Habiendo paseado con la muerte de la mano de EMPTY, fuimos arrojados al incandescente averno siendo recogidos por los lusos CORPUS CHRISTII para machacar lo poco que quedaba ya de nosotros a ritmo de un puro Black Metal de la vieja escuela como sólo una banda de este calibre es capaz de ofrecer. Blasfemias que llevan profiriendo desde hace ya más de 25 años y que no nos cansamos de escuchar desde que Nocturnus Horrendus (voz) e Ignis Nox conjurasen “The Fire God” (2001). Para la ocasión, Andrecadente (batería), Diogo Santana (guitarra) y Koraxid (bajista) acompañaron en esta pérfida cruzada a Nocturnus Horrendus, para erigirse como baluarte del auténtico Black Metal, sin adornos ni florituras. Pura ira, velocidad y oscuridad old school repartida a mamporros, siendo su última obra publicada en 2022, “The Bitter End of Old” la que recibiría especial atención para ir destripando después varios temas de su arsenal personal como son los álbumes “Delusion” (2017), el “PaleMoon” (2015) o el anteriormente mencionado “The Fire God”.

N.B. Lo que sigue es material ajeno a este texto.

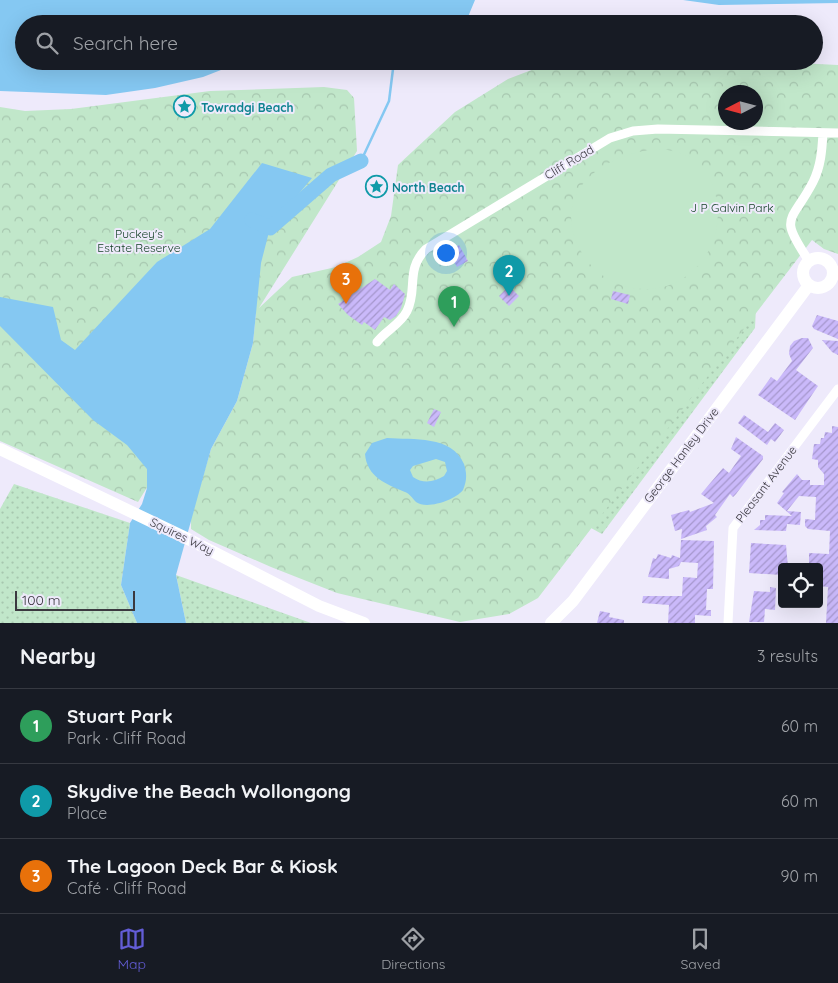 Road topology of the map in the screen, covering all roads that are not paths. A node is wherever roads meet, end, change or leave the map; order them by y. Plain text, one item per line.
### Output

Bolazo por todo lo alto con un público totalmente desatado, coreando el “Hail Satan!” del himno “Become The Wolf”. CORPUS CHRISTII incendió y redujo a cenizas el Lennon’s con un sonido demoledor, demostrando una absoluta devoción y respeto hacia este antiguo culto.

Nuestras caras de satisfacción no podían ser más elocuentes y descriptivas de lo vivido durante esta segunda jornada. Finalizado el festival, sólo cabe felicitar y agradecer a los organizadores de este NOX AETERNA, a Manguales EMU por hacerlo posible en Barcelona y, en especial, a Quintessence Metal Club por montarlo, contando para ello con bandas reconocidas de un excelente nivel tanto nacionales como internacionales. Mi más sincera enhorabuena. Esperemos que esto sólo sea una primera edición de muchas más.